What you should do ::
In the material below, find every line containing "Plain" and copy that line.

Provided records ::
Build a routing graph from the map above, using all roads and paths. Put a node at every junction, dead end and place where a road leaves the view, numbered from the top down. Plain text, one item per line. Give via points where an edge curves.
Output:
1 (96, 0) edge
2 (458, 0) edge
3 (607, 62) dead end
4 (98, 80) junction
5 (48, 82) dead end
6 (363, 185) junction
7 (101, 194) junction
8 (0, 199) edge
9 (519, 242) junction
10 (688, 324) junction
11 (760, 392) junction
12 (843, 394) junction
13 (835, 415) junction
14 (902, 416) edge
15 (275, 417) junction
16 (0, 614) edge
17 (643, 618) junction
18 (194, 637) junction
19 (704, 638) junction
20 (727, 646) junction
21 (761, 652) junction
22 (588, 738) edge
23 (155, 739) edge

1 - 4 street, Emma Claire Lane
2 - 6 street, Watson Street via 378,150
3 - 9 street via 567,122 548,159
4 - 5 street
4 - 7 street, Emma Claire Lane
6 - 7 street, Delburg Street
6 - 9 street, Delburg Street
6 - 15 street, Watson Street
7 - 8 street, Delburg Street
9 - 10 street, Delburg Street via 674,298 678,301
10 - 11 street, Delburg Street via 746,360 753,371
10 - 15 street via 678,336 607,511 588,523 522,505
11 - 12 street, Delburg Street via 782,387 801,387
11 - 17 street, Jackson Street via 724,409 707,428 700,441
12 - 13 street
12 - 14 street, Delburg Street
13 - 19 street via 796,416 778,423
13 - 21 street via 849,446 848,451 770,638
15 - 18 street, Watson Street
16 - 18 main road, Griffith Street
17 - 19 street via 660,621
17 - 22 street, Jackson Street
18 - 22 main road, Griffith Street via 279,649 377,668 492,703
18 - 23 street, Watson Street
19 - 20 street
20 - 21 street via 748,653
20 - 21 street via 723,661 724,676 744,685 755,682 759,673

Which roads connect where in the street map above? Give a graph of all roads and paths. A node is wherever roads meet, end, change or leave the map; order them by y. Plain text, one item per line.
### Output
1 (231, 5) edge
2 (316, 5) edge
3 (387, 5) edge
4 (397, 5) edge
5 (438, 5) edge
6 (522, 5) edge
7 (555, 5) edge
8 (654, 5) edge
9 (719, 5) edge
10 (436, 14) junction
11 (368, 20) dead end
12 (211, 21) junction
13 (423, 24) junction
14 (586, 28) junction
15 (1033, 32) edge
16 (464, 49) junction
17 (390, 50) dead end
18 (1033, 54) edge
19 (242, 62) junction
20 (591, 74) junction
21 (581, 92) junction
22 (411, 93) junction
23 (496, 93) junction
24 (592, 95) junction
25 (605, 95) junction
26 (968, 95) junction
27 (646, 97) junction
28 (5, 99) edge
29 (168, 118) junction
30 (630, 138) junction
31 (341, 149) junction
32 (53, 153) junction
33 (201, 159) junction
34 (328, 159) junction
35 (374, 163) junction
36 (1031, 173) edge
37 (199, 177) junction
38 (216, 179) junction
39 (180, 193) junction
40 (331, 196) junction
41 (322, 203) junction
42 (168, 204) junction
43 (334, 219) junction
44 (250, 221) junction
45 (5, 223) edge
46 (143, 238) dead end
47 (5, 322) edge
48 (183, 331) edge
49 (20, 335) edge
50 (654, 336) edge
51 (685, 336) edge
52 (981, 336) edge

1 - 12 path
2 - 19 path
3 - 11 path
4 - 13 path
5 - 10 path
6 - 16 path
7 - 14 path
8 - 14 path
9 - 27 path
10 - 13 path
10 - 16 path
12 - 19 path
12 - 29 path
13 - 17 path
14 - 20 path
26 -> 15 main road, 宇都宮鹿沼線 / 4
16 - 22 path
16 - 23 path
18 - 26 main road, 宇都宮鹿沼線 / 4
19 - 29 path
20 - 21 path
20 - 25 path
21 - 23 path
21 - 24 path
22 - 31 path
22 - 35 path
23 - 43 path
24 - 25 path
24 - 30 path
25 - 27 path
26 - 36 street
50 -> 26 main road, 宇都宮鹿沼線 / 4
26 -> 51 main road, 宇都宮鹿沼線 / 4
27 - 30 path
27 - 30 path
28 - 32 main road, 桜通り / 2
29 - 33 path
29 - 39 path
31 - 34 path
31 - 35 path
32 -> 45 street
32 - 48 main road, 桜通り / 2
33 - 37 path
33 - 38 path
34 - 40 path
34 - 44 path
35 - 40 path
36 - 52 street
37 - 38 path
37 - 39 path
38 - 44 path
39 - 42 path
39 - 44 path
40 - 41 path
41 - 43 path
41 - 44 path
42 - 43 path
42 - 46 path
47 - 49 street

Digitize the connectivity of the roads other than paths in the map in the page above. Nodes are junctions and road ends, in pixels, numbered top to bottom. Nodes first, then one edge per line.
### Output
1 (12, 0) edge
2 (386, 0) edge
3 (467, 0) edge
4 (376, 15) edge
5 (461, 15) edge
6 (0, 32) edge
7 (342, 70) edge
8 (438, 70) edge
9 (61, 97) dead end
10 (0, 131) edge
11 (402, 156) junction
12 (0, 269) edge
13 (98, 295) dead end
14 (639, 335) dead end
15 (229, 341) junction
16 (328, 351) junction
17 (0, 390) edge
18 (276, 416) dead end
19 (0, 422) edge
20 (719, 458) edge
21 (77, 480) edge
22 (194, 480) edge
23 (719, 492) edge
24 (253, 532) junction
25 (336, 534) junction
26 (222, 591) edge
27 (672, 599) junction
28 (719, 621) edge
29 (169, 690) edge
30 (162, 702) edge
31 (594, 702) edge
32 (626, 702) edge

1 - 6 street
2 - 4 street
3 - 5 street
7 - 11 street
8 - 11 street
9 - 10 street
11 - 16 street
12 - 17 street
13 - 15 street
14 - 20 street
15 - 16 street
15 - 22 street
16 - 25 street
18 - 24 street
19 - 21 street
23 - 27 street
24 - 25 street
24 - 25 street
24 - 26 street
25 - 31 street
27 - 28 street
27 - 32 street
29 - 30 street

Written answer ::
Build a routing graph from the map above, using all roads and paths. Put a node at every junction, dead end and place where a road leaves the view, numbered from the top down. Plain text, one item per line. Give via points where an edge curves.
Which roads connect where in the street map above? Give a graph of all roads and paths. A node is wherever roads meet, end, change or leave the map; order them by y. Plain text, one item per line.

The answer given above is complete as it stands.